Monday, October 8, 2012

Jack White: Blunderbuss

As I see it, my job is as follows: Explain why, if you like the White Stripes, (or Jack's other projects,) you might like this solo album. And why, if you didn't like the White Stripes (or Jack's other projects,) you might like this solo album. That's the objective, and as a reviewer, it can be so easy to get caught up in the minutiae of Jack White's career, his transformations and mutations and identity games, to get distracted from the fact that there's music going on here. This is my third start. This is too good of an album to get turned around looking at the scenery.

Of those two groups, the longtime fans will be the easiest to convince. It isn't that the music sounds much like those other bands. "Sixteen Saltines" bears a passing resemblance to "Blue Orchid," and there are traces of Stripes album tracks here and there, but that's about it. It's just that I think Jack has earned a certain amount of goodwill from his fans. His brand, with them, is that of a rock eccentric always finding some new toy to play with 'til it breaks. It's the best kind of artist-listener relationship, where trust, and maybe a bit of patience, are rewarded with consistent quality that never forsakes individuality, never goes sterile on the altar of "giving the people what they want."

The opening track, "Missing Pieces" is built on a tensely-pecked electric piano, soon joined by guitars and drums to put it in a real funky groove, while Jack wails lyrics about being taken apart, bit by bit, by people who claim to love you. There is a theme of bitterness running through this album, like on the simmering "Freedom at 21," or the fiery "Hypocritical Kiss."

That's good news for both the faithful and non-believers alike, because this album is far from an excuse for Jack to indulge in all those things that might have turned you off his other work. The music of Blunderbuss is gorgeous and ornate and very disciplined - after all, this is Nashville, where music is serious business (isn't it everywhere?) There's no art-rock abstraction here, it's all classicist, rootsy boogie and clean arrangements.

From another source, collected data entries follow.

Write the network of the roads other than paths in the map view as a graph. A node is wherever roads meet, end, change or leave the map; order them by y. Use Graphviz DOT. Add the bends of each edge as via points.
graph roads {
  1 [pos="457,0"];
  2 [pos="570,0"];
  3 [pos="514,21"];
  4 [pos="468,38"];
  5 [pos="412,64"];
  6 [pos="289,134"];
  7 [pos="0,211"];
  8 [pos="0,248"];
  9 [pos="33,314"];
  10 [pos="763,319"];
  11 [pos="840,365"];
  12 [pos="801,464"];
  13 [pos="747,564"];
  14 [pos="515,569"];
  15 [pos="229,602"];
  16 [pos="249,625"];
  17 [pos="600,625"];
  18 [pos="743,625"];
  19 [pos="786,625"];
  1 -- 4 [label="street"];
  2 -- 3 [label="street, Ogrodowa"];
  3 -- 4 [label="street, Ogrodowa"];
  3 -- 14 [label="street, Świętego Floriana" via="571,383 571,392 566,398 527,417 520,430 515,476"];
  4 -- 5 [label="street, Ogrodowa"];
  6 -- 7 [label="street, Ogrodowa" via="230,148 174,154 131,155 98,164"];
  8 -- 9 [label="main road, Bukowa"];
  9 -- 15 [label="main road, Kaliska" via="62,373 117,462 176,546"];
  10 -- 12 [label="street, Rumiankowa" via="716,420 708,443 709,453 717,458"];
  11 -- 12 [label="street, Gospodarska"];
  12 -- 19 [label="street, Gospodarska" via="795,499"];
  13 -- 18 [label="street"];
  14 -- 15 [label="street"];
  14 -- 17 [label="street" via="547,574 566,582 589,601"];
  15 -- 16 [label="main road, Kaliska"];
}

This reaches its apex on "Hip (Eponymous) Poor Boy" which seemed like a silly, gimmicky song, until I realized people were actually buying the Zac Brown Band album with "The Wind" on it, and now I get it. It's a testament to my personal aphorism that the best country music is often not found in the Country Music section. There's the pretty, nervy, weary "I Guess I Should Go To Sleep," and a few absolutely gorgeous tracks like the title track, and the slinky, bass-led "On and On and On." Not only is this not a one-man show, Jack brings along more musicians and more instruments than he's ever had on a record before.

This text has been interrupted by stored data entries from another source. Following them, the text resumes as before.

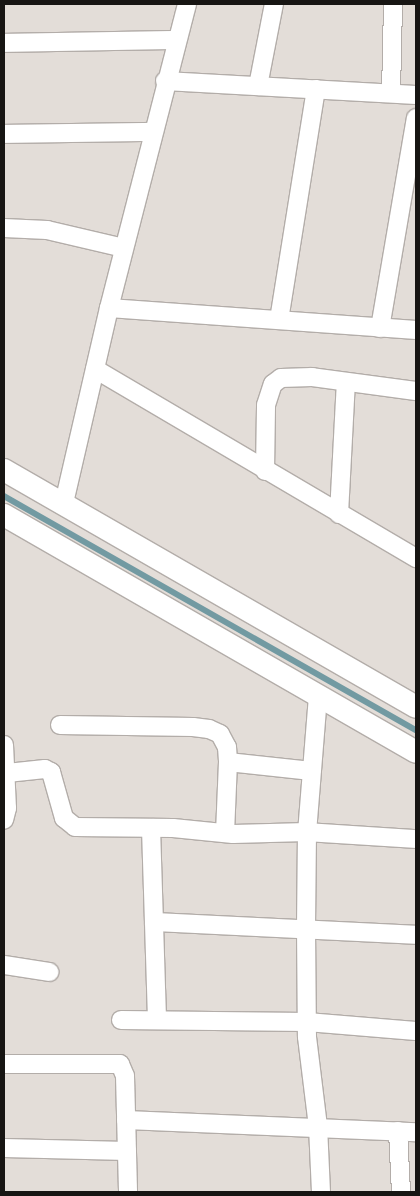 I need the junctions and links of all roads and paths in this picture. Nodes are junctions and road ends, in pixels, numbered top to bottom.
1 (187, 4) edge
2 (274, 4) edge
3 (393, 4) edge
4 (177, 40) junction
5 (4, 42) edge
6 (165, 81) junction
7 (258, 86) junction
8 (316, 89) junction
9 (391, 93) junction
10 (416, 95) edge
11 (416, 118) edge
12 (152, 132) junction
13 (4, 134) edge
14 (4, 228) edge
15 (124, 248) junction
16 (109, 308) junction
17 (279, 320) junction
18 (380, 328) junction
19 (416, 330) edge
20 (95, 369) junction
21 (346, 382) junction
22 (416, 391) edge
23 (4, 470) edge
24 (265, 470) junction
25 (64, 503) junction
26 (339, 514) junction
27 (4, 515) edge
28 (416, 558) edge
29 (318, 696) junction
30 (416, 707) edge
31 (60, 725) dead end
32 (4, 745) edge
33 (416, 752) edge
34 (228, 762) junction
35 (312, 771) junction
36 (6, 773) junction
37 (4, 820) edge
38 (151, 828) junction
39 (307, 832) junction
40 (225, 833) junction
41 (416, 839) edge
42 (154, 922) junction
43 (306, 928) junction
44 (416, 935) edge
45 (4, 965) edge
46 (49, 972) dead end
47 (121, 1020) dead end
48 (157, 1020) junction
49 (307, 1022) junction
50 (416, 1031) edge
51 (4, 1064) edge
52 (126, 1120) junction
53 (318, 1126) junction
54 (398, 1131) junction
55 (416, 1132) edge
56 (4, 1148) edge
57 (127, 1151) junction
58 (128, 1192) edge
59 (321, 1192) edge
60 (401, 1192) edge

1 - 4 street
2 - 7 street
3 - 9 street
4 - 5 street
4 - 6 street
6 - 7 street
6 - 12 street
7 - 8 street
8 - 9 street
8 - 17 street
9 - 10 street
11 - 18 street
12 - 13 street
12 - 15 street
14 - 15 street
15 - 16 street
16 - 17 street
16 - 20 street
17 - 18 street
18 - 19 street
20 - 24 street
20 - 25 street
21 - 22 street
21 - 24 street
21 - 26 street
23 - 25 street
24 - 26 street
25 - 30 street
26 - 28 street
27 - 29 street
29 - 33 street
29 - 35 street
31 - 34 street
32 - 36 street
34 - 35 street
34 - 40 street
35 - 39 street
36 - 37 street
36 - 38 street
38 - 40 street
38 - 42 street
39 - 40 street
39 - 41 street
39 - 43 street
42 - 43 street
42 - 48 street
43 - 44 street
43 - 49 street
45 - 46 street
47 - 48 street
48 - 49 street
49 - 50 street
49 - 53 street
51 - 52 street
52 - 53 street
52 - 57 street
53 - 54 street
53 - 59 street
54 - 55 street
54 - 60 street
56 - 57 street
57 - 58 street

But of course nothing Jack does is pure and simple by the rules. It has flashes of style and self-assertion that you will surprise you if you're just looking for something mellow to listen to. One of the best tracks is "Weep Themselves To Sleep," where Jack brags on himself as a guitarist, in hip hop form, in a song based around a piano riff. It's a song where Jack sounds eminently like himself, with his raggedy, squawky vocals intact and underscoring the message of the song, and combines so much of the greatness of the album in one place, with pristine piano work, a little dramatic flair and yes, one of those staticy sounding guitar solos.

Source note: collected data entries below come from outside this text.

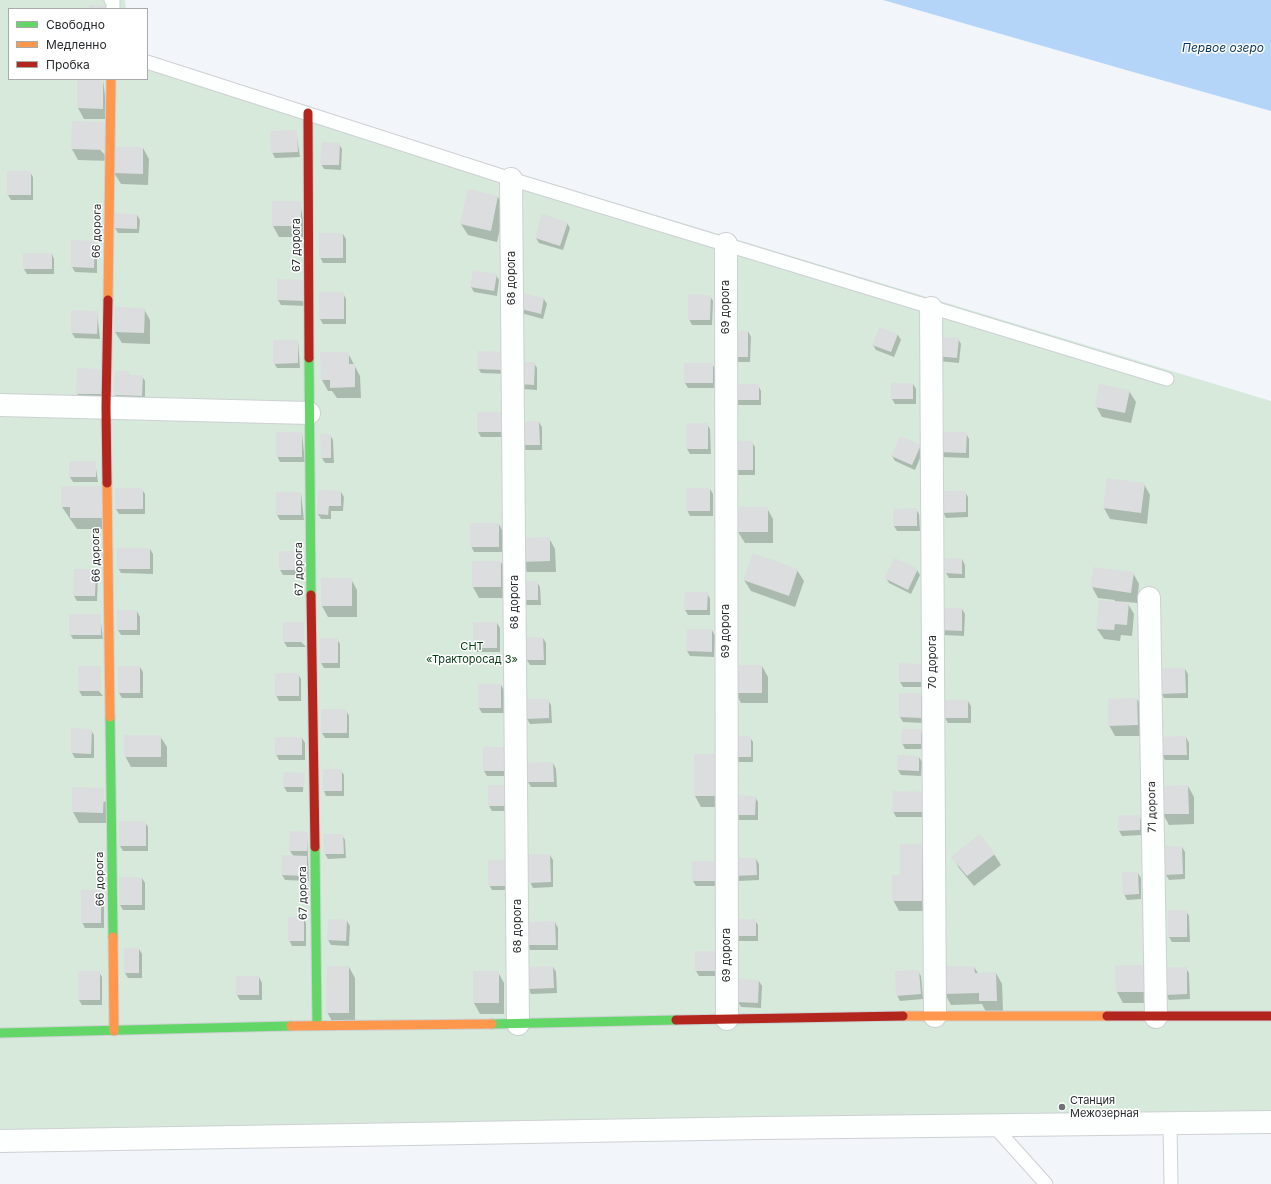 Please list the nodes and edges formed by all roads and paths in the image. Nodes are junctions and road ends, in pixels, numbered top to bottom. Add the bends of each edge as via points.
1 (148, 62) edge
2 (112, 80) edge
3 (308, 113) junction
4 (511, 179) junction
5 (726, 244) junction
6 (931, 308) junction
7 (1167, 379) dead end
8 (0, 405) edge
9 (106, 407) junction
10 (309, 413) junction
11 (1149, 598) dead end
12 (935, 1016) junction
13 (1271, 1016) edge
14 (1156, 1017) junction
15 (727, 1019) junction
16 (518, 1024) junction
17 (317, 1025) junction
18 (114, 1031) junction
19 (0, 1033) edge
20 (1271, 1122) edge
21 (1170, 1123) junction
22 (993, 1125) junction
23 (0, 1142) edge
24 (1046, 1184) edge
25 (1171, 1184) edge

1 - 3 lane
2 - 9 street, 66 дорога
3 - 4 lane
3 - 10 street, 67 дорога
4 - 5 lane
4 - 16 street, 68 дорога
5 - 6 lane
5 - 15 street, 69 дорога
6 - 7 lane
6 - 12 street, 70 дорога
8 - 9 street
9 - 10 street
9 - 18 street, 66 дорога
10 - 17 street, 67 дорога
11 - 14 street, 71 дорога
12 - 14 street
12 - 15 street
13 - 14 street
15 - 16 street
16 - 17 street
17 - 18 street
18 - 19 street
20 - 21 street
21 - 22 street
21 - 25 lane
22 - 23 street
22 - 24 lane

In my reviews for Joel Plaskett last week, I noted that an album can be personal without being confessional. The one thing I know about Jack White, for what it's worth, is that he uses his music as a constantly shifting representation of himself: not a confession, but a demonstration of his interests, tastes, and attitude. He includes a cover of "I'm Shakin'" that fits with his originals because he's absorbed the old blooze so well, and because the lyrics sum up his worldview as succinctly as anything he could write himself.

It's a gift, to have an artist this far into his career who still has this much to reveal of himself. It doesn't feel like he's changed, only that he's worked out a new way to be himself. Like any piece of artwork, it requires the artist to make choices about what he wants to say about himself and the world he's in. He has taken on all these elaborate musical companions and bent them to his will in a way we've never heard from him, or anyone else, before. That's worth a look from anybody. And I can't heap enough praise on a track like "Love Interruption," which like the album overall, seems so familiar, and so right, and yet so fresh and exciting to hear.